金融商品取引法によって厳格な要件が定められている
2.ロボアドバイザービジネスに関連する金融商品取引業の登録必要要件
第一種金融商品取引業、投資運用業、投資助言・代理業の登録取得に必要な要件の概要は下記の図表のとおりである。
第一種金融商品取引業については、投資者と資本市場を仲介する中核的存在であり、顧客資産の預託を受けることが通常であること、投資運用業については、顧客に代わって資産を運用することにより国民の資産形成に直接関与する存在であることなどから、その健全な業務運営の必要性が高いものとして、総じて厳格な要件とされている(1)。
【図表】金融商品取引業の登録必要要件
登録要件や審査が特に厳しい第一種金融商品取引業
このように、第一種金融商品取引業および投資運用業の登録の取得要件と、投資助言・代理業の登録の取得要件との間には、実務上、人員整備、体制整備の面でも、準備すべき資金の面でも大きな違いがあると言える。特に、第一種金融商品取引業の登録取得要件は、他の2つの業登録の取得要件と比べて人的構成や社内体制整備のみならず財産的要件も厳格である上に、実務上、実際の登録取得までの当局審査も最も厳しいものとなっている。
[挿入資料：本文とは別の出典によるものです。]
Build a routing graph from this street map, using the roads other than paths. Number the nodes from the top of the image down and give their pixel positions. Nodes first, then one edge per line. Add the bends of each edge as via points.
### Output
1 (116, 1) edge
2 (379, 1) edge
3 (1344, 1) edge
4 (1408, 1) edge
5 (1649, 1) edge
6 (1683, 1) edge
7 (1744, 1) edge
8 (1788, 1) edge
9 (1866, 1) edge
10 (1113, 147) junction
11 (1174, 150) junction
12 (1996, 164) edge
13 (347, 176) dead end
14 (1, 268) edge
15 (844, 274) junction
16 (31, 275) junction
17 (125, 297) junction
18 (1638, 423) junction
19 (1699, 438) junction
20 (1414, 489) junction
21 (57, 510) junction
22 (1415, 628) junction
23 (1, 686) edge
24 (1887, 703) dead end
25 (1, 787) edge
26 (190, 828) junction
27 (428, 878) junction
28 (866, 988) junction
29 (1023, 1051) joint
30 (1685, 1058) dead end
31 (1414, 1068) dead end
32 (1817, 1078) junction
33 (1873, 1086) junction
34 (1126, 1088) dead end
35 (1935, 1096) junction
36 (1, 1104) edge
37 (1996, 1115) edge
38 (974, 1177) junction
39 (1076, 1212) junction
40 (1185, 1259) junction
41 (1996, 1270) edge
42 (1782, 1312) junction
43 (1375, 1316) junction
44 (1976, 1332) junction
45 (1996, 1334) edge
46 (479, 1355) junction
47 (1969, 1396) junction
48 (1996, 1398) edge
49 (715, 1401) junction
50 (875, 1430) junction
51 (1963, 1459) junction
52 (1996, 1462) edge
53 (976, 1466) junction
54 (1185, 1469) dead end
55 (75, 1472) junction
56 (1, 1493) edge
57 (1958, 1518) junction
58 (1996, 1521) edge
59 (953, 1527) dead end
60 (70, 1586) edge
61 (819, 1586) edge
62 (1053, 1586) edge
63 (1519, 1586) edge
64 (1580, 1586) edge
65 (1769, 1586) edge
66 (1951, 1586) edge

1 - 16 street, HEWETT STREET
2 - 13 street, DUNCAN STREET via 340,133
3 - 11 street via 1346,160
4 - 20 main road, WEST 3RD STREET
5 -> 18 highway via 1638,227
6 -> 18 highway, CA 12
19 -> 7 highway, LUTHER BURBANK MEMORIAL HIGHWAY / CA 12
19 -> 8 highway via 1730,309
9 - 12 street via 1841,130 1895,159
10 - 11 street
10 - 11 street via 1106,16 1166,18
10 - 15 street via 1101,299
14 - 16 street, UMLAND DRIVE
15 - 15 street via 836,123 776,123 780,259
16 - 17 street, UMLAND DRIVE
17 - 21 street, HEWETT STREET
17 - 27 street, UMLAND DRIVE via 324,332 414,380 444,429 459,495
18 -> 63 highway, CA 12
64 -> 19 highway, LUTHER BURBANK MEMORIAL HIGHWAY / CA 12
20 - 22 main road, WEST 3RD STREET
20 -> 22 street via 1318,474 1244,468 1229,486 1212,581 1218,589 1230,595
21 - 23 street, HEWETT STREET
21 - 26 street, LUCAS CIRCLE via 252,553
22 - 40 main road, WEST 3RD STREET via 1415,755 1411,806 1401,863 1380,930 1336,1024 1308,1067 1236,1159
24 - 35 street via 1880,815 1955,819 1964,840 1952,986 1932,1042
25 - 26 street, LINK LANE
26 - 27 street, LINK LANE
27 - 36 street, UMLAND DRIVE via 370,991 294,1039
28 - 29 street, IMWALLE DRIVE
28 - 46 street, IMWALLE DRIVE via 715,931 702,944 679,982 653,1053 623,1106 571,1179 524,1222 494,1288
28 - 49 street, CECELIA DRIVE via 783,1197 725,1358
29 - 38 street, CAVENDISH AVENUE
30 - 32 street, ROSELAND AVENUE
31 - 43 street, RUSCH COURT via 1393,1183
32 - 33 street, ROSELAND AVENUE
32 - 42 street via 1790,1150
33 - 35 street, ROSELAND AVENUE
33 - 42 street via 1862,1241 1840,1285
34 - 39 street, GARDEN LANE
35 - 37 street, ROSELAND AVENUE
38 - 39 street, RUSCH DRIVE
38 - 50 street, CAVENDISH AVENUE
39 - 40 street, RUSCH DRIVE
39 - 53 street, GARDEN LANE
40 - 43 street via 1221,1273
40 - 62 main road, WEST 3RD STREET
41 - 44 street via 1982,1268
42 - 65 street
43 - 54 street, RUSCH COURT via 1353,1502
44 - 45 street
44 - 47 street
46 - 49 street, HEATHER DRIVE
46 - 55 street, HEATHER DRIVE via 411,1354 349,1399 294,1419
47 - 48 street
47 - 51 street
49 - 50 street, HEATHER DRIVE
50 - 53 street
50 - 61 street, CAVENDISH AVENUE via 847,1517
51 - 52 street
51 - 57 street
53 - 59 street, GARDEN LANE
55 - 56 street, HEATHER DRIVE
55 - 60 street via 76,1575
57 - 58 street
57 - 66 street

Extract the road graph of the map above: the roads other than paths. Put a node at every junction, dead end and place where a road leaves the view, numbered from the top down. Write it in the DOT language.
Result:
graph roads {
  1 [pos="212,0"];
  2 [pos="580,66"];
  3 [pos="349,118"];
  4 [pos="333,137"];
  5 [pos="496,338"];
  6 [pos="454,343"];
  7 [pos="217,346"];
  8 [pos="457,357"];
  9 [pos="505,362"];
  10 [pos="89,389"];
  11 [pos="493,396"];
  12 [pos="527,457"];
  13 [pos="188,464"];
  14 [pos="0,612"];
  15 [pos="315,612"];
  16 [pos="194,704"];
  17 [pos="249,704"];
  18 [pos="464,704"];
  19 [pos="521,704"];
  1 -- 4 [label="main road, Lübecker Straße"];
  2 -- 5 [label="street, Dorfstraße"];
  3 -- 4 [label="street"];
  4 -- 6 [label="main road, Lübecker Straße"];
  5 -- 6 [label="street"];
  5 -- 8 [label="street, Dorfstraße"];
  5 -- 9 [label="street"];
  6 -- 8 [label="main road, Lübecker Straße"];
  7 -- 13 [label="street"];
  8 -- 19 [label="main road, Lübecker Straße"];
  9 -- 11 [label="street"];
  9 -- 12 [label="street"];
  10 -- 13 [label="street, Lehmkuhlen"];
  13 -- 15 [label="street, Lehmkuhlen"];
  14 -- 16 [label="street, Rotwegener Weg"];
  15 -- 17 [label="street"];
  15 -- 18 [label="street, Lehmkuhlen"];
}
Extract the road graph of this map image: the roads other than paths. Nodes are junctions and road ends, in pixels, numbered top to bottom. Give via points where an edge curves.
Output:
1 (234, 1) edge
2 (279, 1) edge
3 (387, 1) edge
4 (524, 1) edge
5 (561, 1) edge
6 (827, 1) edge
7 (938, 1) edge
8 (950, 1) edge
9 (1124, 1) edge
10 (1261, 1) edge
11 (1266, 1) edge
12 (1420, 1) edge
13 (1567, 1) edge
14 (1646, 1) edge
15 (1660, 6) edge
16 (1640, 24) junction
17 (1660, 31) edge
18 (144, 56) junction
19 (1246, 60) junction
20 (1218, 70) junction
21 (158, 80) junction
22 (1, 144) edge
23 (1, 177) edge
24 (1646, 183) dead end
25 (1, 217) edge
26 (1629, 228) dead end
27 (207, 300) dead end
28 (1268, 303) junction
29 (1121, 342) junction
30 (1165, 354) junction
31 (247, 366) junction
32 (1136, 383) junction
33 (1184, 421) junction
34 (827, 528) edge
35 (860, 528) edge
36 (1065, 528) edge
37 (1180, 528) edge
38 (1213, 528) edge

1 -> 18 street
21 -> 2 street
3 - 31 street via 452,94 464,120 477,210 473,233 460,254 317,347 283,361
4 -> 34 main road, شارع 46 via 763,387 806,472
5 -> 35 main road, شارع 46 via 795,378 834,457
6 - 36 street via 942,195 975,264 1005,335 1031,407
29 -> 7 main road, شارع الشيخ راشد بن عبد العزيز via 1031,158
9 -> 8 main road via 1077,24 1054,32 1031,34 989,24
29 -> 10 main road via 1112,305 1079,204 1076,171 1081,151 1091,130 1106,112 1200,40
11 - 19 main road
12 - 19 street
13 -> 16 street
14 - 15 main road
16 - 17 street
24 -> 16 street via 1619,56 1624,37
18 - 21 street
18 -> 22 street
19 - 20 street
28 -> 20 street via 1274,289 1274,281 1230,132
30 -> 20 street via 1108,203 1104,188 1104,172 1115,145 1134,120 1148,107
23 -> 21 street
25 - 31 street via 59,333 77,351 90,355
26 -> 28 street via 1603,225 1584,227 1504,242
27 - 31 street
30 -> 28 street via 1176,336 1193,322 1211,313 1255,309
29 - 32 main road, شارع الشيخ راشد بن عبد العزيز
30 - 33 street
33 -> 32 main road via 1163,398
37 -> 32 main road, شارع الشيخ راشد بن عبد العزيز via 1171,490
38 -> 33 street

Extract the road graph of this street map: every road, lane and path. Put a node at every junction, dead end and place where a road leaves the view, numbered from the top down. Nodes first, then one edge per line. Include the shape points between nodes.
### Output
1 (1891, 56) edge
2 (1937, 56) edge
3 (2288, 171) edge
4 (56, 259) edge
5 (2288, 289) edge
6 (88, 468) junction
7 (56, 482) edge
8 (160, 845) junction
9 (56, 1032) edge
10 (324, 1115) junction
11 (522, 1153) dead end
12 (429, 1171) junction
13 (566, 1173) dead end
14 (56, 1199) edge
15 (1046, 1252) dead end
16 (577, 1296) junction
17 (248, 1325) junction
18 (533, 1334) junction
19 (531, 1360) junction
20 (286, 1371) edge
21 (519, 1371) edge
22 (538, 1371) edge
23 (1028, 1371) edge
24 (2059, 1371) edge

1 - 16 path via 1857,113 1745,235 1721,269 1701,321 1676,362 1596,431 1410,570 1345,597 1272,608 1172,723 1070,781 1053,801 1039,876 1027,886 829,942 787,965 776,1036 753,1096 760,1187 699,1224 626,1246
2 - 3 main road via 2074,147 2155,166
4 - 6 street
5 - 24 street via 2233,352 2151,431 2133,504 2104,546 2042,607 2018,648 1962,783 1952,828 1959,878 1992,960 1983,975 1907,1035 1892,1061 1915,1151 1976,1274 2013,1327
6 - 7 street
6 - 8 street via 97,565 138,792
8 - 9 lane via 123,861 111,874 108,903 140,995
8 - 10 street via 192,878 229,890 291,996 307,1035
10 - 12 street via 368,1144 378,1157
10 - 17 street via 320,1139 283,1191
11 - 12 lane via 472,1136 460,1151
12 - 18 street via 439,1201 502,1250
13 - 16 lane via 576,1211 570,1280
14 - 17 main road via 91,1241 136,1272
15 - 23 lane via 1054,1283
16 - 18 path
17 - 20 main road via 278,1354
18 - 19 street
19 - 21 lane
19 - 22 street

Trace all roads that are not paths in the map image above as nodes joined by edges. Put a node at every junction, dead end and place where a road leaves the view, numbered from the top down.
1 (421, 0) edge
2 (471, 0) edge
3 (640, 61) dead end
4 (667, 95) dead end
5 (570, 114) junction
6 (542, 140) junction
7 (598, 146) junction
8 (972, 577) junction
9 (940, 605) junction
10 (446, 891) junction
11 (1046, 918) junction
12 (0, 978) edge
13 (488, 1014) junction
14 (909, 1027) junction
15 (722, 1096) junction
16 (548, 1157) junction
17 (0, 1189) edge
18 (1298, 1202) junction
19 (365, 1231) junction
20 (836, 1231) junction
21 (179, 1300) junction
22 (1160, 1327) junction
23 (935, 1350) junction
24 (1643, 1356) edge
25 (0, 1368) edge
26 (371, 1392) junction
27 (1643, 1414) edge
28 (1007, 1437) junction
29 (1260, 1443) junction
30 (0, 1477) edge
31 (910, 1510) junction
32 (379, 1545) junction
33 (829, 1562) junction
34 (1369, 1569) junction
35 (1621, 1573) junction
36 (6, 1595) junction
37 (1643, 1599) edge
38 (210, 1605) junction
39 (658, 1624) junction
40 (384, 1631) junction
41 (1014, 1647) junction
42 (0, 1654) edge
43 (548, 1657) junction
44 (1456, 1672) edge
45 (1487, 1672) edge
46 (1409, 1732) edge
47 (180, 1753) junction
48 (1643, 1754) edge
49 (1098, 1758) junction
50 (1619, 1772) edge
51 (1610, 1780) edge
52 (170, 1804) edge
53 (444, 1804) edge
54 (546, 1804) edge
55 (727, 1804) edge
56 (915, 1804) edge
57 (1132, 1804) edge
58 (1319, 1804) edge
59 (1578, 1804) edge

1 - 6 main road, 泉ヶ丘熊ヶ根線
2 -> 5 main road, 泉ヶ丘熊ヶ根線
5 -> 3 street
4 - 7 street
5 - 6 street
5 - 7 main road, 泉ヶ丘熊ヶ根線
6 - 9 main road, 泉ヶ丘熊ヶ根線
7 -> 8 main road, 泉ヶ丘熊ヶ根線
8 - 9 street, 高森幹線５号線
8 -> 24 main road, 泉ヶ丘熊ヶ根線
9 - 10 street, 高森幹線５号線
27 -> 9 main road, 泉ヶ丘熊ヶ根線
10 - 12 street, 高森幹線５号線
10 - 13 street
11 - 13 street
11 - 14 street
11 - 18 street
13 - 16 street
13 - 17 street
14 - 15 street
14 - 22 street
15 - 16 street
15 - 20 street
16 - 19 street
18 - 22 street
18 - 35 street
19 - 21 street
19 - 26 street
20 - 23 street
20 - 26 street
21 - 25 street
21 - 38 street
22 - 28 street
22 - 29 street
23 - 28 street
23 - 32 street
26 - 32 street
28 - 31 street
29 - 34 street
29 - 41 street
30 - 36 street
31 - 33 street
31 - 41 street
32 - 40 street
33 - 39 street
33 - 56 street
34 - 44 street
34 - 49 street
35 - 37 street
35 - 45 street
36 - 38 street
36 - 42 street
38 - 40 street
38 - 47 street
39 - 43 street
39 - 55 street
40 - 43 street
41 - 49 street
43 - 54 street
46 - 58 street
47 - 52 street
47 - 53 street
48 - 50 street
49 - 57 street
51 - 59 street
また、登録取得に係る期間としては、第一種金融商品取引業、投資運用業、投資助言・代理業のいずれも、登録の申請からの法定処理期間は2カ月とされているものの、実務上は登録の申請の前に財務局と事前相談を行うことが必要となることが一般的である。
そして、上記の体制整備の負担の重さの相違から、社内規程の整備を含め財務局との申請書類のやりとり等の登録申請までに要する交渉期間が、第一種金融商品取引業、投資運用業、投資助言・代理業の順に長くなりやすい。さらに、実務上、複数の業務の登録をまとめて取得しようとすると、1つの業務の登録申請を行う場合よりも、登録申請までの当局との交渉期間が長びく傾向にある。
(1)松尾直彦『金融商品取引法(第4版)』(商事法務、2016)369頁。